Flowy curtains of aurora lights are observed on Earth when solar ejections collide with our magnetic field. This generates currents of charged particles that flow into the north or south poles, creating dazzling displays when they hit oxygen and nitrogen. Saturn has aurora lights too, and newly released Hubble images capturing the dancing auroral lights at the gas giant’s north pole suggest they result from the collapse of the planet’s magnetic tail.
Saturn’s magnetosphere -- the big magnetic bubble that surrounds the planet -- is compressed on the side facing the sun, and it streams out into a long “magnetotail” on the planet’s nightside. Just like with comets, the magnetotails of Earth and Saturn are made of electrified gas from the sun.
Now it appears that when strong bursts of particles from the sun hit Saturn, the magnetotail collapses and then reconfigures itself -- a disturbance of the magnetic field that’s reflected in the dynamics of auroras. “We have always suspected this was what also happens on Saturn,” Jonathan Nichols of the University of Leicester says in a statement. “This evidence really strengthens the argument.”

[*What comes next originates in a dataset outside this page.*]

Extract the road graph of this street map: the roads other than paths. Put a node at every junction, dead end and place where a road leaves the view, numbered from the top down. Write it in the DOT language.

The ultraviolet images were taken by Hubble’s Advanced Camera for Surveys during April and May of last year from the space telescope’s perspective in orbit around Earth. The images are able to provide the first detailed look at dynamics in the “choreography” of auroral glow because Hubble captured them right at that very moment when Saturn’s magnetic field is blasted by particles streaming from the sun.

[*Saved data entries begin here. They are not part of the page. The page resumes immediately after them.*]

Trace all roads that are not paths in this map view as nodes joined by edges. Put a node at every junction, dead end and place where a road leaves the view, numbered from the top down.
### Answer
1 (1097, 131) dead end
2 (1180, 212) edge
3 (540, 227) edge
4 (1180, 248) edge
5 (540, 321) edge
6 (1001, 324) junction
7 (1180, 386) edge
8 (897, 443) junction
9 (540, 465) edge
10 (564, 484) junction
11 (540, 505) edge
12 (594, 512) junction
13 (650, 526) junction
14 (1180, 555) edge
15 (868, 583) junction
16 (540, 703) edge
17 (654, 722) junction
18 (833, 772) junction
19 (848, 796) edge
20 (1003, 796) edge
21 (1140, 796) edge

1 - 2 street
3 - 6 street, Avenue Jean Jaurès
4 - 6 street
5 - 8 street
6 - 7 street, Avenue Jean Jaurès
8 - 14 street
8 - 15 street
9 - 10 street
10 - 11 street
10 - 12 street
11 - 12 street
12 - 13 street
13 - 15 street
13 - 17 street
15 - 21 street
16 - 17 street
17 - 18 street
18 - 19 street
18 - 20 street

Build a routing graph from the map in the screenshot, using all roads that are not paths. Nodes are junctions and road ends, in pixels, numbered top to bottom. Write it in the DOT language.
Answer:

Hubble managed to capture a particularly dynamic light show: Some bursts of light shooting around the polar regions traveled at least three times faster than the speed of Saturn’s rotation. (The planet has a 10-hour rotation period.)

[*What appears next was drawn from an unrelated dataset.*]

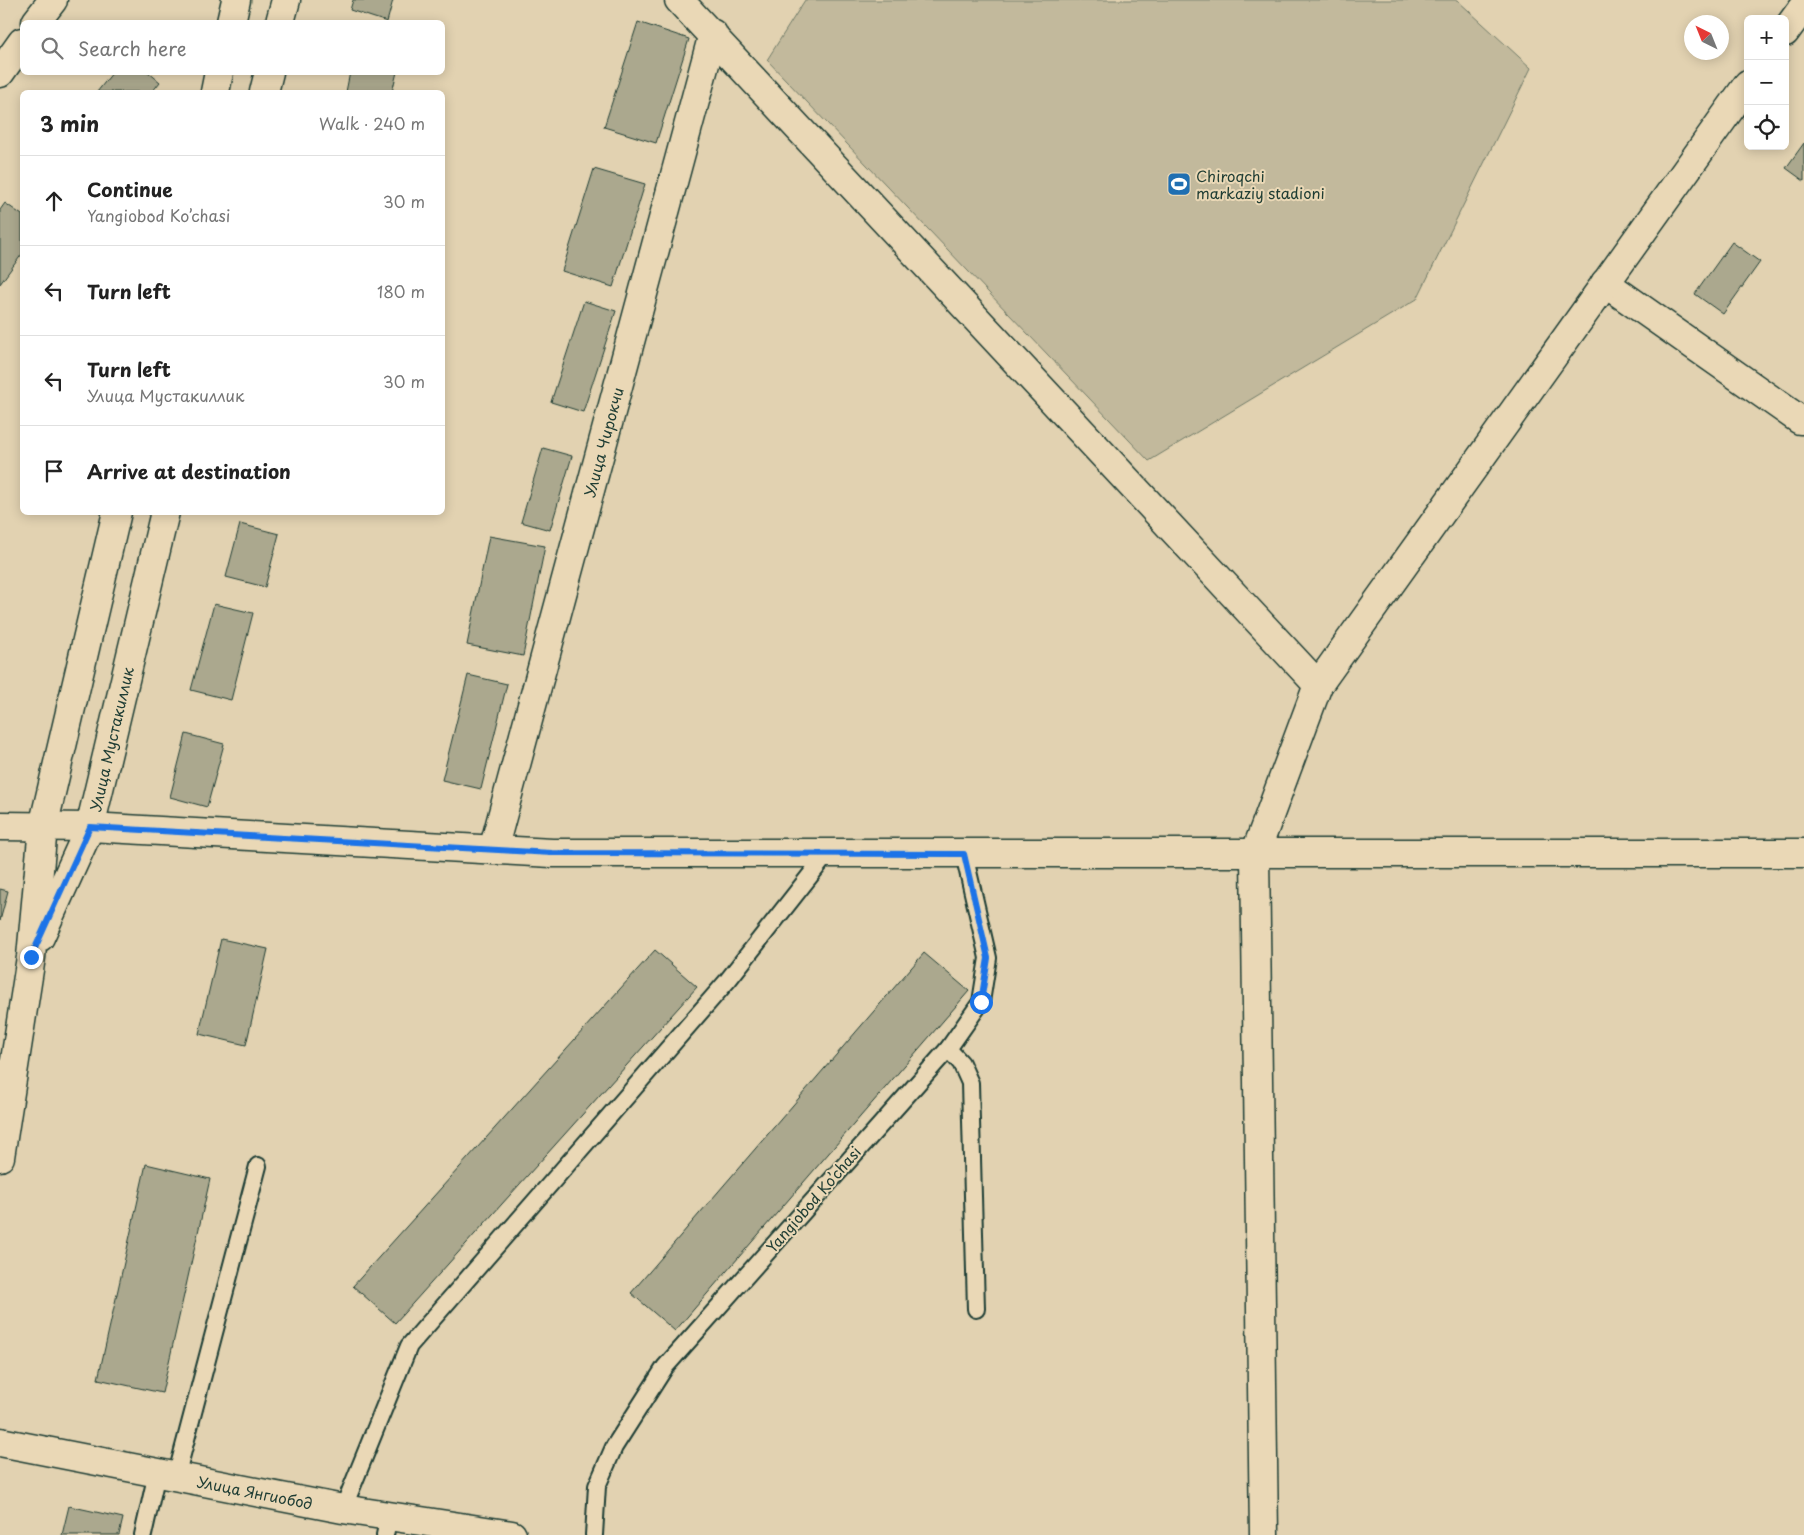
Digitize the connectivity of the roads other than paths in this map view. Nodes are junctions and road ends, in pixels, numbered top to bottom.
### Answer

“We can see that the magnetotail is undergoing huge turmoil and reconfiguration, caused by buffering from solar wind,” Nichols explains. “It’s the smoking gun that shows us that the tail is collapsing.”
Their findings were published in the American Geophysical Union’s Geophysical Research Letters this month.
[ESA via University of Leicester]
Image: NASA/ESA, Acknowledgement J. Nichols (University of Leicester)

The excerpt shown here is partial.